───── Information shown ─────
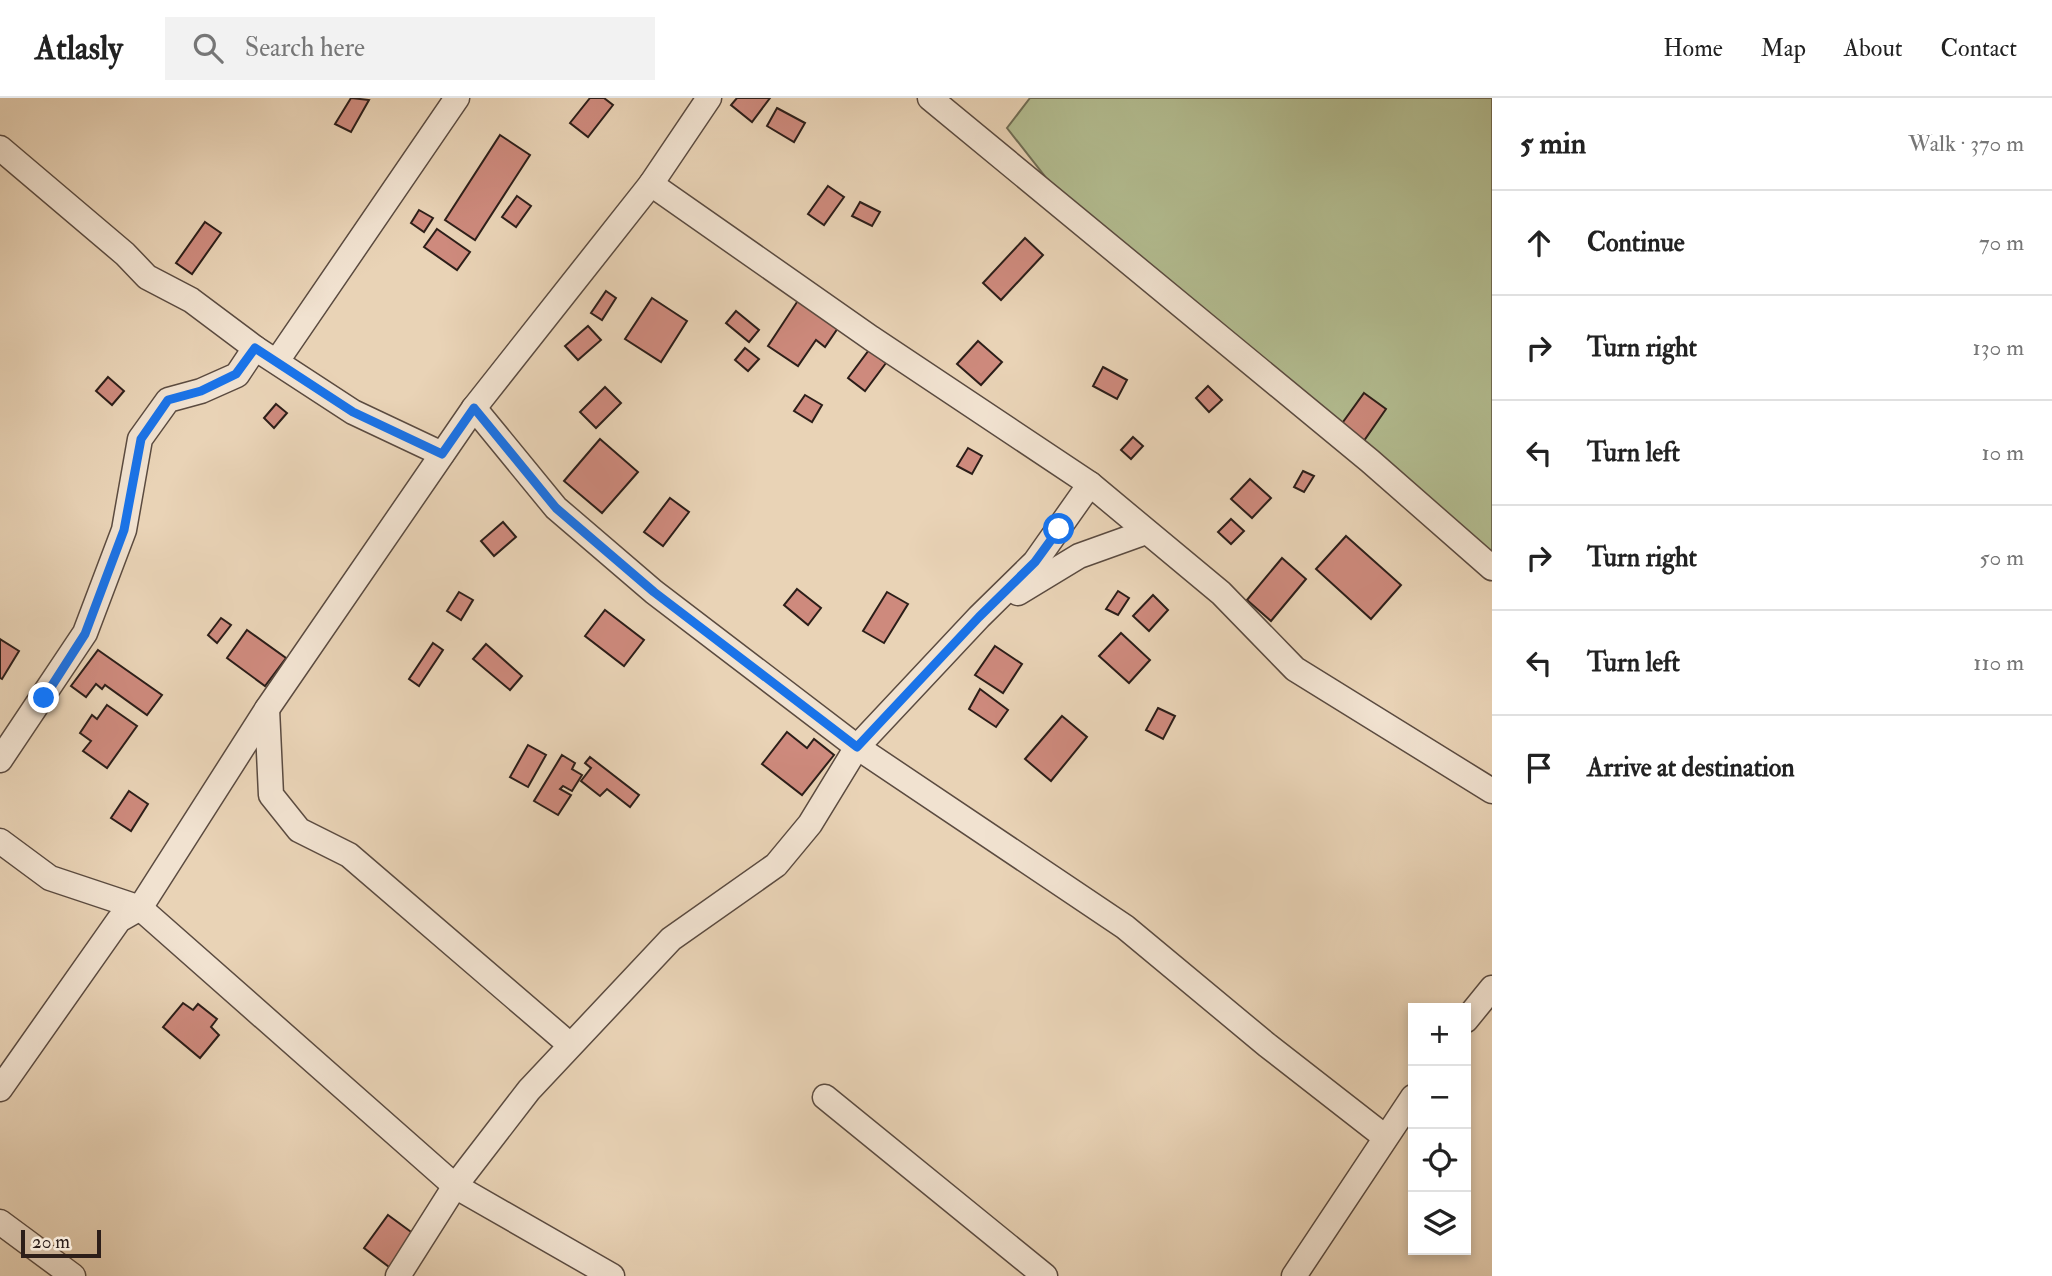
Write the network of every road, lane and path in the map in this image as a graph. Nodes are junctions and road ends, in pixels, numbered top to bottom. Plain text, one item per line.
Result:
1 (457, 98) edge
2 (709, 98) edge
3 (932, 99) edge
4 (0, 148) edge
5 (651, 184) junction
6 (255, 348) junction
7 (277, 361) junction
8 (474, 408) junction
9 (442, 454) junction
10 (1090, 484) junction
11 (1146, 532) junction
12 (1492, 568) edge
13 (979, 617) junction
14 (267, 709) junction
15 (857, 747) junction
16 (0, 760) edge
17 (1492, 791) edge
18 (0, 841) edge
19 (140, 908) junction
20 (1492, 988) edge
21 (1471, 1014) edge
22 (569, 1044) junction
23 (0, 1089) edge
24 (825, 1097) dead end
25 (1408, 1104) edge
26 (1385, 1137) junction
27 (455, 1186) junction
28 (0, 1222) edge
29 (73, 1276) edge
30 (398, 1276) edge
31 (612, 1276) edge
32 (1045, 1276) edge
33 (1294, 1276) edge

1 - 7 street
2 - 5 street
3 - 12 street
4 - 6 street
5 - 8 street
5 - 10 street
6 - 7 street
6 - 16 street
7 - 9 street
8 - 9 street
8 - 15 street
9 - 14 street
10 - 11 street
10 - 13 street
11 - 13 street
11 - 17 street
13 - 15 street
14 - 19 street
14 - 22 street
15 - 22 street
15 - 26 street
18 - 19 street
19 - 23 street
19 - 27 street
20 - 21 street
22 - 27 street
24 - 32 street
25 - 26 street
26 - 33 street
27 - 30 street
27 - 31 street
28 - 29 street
─────
What to do:
Quote the records in full and exactly; skip any image.

Your solution:
Write the network of every road, lane and path in the map in this image as a graph. Nodes are junctions and road ends, in pixels, numbered top to bottom. Plain text, one item per line.
Result:
1 (457, 98) edge
2 (709, 98) edge
3 (932, 99) edge
4 (0, 148) edge
5 (651, 184) junction
6 (255, 348) junction
7 (277, 361) junction
8 (474, 408) junction
9 (442, 454) junction
10 (1090, 484) junction
11 (1146, 532) junction
12 (1492, 568) edge
13 (979, 617) junction
14 (267, 709) junction
15 (857, 747) junction
16 (0, 760) edge
17 (1492, 791) edge
18 (0, 841) edge
19 (140, 908) junction
20 (1492, 988) edge
21 (1471, 1014) edge
22 (569, 1044) junction
23 (0, 1089) edge
24 (825, 1097) dead end
25 (1408, 1104) edge
26 (1385, 1137) junction
27 (455, 1186) junction
28 (0, 1222) edge
29 (73, 1276) edge
30 (398, 1276) edge
31 (612, 1276) edge
32 (1045, 1276) edge
33 (1294, 1276) edge

1 - 7 street
2 - 5 street
3 - 12 street
4 - 6 street
5 - 8 street
5 - 10 street
6 - 7 street
6 - 16 street
7 - 9 street
8 - 9 street
8 - 15 street
9 - 14 street
10 - 11 street
10 - 13 street
11 - 13 street
11 - 17 street
13 - 15 street
14 - 19 street
14 - 22 street
15 - 22 street
15 - 26 street
18 - 19 street
19 - 23 street
19 - 27 street
20 - 21 street
22 - 27 street
24 - 32 street
25 - 26 street
26 - 33 street
27 - 30 street
27 - 31 street
28 - 29 street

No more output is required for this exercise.